El ácaro adulto emergente mide unos 0.2 mm de largo, es oval y ancho y tiene un color amarillo pálido o verde-amarillo, dependiendo del tipo y cantidad de alimentos consumidos. Los ácaros hembras tienen una raya blanca en sus espaldas.

Síntomas y daños

Los daños causados por el ácaro blanco (Polyphagotarsonemus latus) son similares a los causados por los virus. El patrón típico de los daños comprende la malformación y distorsión del crecimiento aéreo de la planta. Los ácaros tienen una preferencia por los tejidos vegetales jóvenes y en desarrollo, tales como las yemas apicales, las hojas jóvenes y las yemas florales.
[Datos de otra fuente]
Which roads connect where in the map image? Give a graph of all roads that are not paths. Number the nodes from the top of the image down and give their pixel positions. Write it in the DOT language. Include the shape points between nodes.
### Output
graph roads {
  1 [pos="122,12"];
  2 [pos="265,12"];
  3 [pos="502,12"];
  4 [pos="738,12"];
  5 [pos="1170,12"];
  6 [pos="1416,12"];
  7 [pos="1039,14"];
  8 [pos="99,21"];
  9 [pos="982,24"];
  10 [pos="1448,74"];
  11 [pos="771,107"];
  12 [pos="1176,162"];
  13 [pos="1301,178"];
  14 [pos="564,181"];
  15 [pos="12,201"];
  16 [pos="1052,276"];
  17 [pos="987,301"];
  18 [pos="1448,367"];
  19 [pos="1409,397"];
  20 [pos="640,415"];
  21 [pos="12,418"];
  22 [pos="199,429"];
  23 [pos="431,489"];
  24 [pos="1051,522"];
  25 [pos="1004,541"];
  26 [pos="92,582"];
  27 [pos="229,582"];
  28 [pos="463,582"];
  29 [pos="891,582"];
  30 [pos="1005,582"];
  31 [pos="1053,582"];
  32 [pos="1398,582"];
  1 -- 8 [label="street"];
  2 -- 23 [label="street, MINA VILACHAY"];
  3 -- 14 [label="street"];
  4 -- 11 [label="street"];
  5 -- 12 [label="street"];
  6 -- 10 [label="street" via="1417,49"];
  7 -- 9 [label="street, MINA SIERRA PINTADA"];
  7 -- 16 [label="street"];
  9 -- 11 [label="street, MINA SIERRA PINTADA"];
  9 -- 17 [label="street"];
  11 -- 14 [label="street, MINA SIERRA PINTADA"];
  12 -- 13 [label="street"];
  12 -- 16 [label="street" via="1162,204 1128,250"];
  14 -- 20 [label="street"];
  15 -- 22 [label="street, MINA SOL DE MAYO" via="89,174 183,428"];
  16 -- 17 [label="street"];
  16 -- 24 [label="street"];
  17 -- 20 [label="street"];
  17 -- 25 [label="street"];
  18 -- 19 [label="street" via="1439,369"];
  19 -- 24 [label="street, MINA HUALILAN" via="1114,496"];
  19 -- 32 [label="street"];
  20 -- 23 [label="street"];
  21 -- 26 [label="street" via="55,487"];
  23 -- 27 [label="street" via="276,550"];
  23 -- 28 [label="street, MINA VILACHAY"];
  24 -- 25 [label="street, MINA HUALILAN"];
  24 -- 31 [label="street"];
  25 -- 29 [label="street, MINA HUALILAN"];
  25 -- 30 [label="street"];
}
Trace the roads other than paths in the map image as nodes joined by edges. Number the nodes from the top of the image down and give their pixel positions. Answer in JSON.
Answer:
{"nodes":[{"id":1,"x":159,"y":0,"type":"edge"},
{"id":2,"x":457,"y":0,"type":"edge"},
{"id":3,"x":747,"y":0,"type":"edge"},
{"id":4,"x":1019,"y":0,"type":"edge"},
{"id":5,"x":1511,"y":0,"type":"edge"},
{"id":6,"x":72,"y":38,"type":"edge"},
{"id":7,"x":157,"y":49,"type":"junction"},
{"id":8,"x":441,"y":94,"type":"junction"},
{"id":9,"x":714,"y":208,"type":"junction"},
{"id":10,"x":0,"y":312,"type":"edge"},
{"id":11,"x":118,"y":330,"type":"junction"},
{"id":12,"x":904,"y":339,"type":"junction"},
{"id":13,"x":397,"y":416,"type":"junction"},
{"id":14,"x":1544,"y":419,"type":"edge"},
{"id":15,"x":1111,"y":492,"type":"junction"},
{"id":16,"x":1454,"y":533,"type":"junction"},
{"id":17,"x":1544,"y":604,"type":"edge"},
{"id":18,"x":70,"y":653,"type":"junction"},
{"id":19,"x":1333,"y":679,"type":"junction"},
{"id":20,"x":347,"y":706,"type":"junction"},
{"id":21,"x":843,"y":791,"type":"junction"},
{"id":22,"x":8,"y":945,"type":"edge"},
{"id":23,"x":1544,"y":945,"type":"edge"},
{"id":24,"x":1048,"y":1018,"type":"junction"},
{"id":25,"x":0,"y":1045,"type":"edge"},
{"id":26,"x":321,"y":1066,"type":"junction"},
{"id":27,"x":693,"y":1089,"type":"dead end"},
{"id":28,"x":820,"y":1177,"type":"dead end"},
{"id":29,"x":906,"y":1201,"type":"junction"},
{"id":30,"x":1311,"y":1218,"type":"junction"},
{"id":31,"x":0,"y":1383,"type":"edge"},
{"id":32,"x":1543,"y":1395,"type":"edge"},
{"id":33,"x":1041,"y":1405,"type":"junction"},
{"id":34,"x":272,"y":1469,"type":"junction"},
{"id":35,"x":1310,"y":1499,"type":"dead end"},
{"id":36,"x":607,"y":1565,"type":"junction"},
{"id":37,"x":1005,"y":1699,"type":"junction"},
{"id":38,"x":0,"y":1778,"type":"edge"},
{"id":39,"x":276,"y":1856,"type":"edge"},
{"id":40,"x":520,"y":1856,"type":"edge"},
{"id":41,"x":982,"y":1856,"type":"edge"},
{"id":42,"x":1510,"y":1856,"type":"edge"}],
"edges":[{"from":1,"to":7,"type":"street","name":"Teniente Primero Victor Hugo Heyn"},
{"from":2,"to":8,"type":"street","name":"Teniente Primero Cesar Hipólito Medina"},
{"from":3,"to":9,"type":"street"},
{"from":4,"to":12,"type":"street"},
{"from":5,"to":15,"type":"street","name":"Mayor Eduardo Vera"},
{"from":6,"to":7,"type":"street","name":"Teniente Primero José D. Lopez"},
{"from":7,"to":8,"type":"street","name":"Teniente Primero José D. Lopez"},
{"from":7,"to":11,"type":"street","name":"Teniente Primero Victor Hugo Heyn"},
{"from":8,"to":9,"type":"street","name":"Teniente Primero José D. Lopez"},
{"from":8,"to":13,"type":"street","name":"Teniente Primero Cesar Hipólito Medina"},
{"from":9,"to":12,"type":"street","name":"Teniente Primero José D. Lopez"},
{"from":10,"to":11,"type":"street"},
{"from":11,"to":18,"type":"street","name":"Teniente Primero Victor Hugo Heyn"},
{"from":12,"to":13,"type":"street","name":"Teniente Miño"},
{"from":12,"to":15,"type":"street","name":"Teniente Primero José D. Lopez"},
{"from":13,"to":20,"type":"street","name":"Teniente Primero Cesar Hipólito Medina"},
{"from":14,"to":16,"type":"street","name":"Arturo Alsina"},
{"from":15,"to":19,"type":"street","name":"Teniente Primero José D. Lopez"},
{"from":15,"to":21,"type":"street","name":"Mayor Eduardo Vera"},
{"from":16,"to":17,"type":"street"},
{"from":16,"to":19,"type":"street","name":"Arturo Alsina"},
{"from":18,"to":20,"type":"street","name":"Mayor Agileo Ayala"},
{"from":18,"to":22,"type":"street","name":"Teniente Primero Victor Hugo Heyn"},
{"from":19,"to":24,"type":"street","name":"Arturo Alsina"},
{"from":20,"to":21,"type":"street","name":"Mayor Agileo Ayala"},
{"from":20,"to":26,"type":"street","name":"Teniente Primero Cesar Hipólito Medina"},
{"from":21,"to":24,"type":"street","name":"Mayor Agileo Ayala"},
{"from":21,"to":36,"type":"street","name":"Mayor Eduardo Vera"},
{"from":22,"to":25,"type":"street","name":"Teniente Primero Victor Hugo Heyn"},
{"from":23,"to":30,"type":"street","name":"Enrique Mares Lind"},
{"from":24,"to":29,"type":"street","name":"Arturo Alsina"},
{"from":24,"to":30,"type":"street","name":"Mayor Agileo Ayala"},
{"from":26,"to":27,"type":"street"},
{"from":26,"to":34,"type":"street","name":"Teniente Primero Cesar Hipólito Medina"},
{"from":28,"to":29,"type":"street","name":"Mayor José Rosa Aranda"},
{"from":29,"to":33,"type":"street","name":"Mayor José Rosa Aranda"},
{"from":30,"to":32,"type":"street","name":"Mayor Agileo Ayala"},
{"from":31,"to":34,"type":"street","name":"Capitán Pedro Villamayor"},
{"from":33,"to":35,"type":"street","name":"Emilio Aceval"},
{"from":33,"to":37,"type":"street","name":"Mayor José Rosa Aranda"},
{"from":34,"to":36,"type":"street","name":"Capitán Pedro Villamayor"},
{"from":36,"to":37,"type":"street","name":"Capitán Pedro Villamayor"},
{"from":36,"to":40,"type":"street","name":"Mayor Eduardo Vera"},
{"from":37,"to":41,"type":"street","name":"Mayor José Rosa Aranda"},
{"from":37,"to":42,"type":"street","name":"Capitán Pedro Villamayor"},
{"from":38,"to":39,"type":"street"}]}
El mecanismo de deformación todavía no se comprende plenamente, se cree que al succionar el contenido de las células vegetales, los ácaros segregan sustancias que dificultan el crecimiento local.

Los ácaros se alimentan sobre todo de la base de la hoja, cerca del pecíolo, debido a lo cual la hoja se vuelve marrón y sus bordes se enrollan. Un síntoma típico de un ataque de ácaro blanco (Polyphagotarsonemus latus) es la aparición de bordes de color marrón oscuro en la base de las hojas jóvenes. En caso de infestación moderada, se observarán puntos marrones a menudo hundidos o rayas marrones que forman una red fina sobre las hojas. En caso de una infestación más seria, esta red se vuelve tan densa que ya no habrá más tejido verde a la vista. En la mayoría de casos, los nervios principales permanecen sin tocar, debido a lo cual destacan como un patrón verde en contraste con el tejido marrón de la hoja. Se observan manchas marrones y acorchadas en los pecíolos y en los tallos.

Las yemas apicales de las plantas afectadas adquieren un aspecto deformado, con hojas retorcidas y una esporádica decoloración marrón causada por el acorchamiento. Si las plantas han sido atacadas gravemente, la yema apical podría morir, deteniéndose el crecimiento de la planta y provocando, a la larga, su necrosis.

El tejido acorchado también puede desarrollarse en el fruto. Al morir las células perforadas, aparecerán más manchas acorchadas y deformes, causando deformaciones en los frutos que suelen abrirse en el lugar de los mismos. Las flores suelen decolorarse y, en caso de un ataque serio, se deforman. Unas poblaciones relativamente pequeñas ya pueden causar serios daños.

Frecuentemente, las hojas más bajas de una planta no sufren daños mientras que las hojas más jóvenes resultan muy dañadas. La mayoría de ácaros blancos (Polyphagotarsonemus latus) se encuentran en el envés de las hojas jóvenes y en expansión. Los síntomas de un ataque permanecen visibles durante varias semanas, incluso después de que se hayan eliminado los ácaros.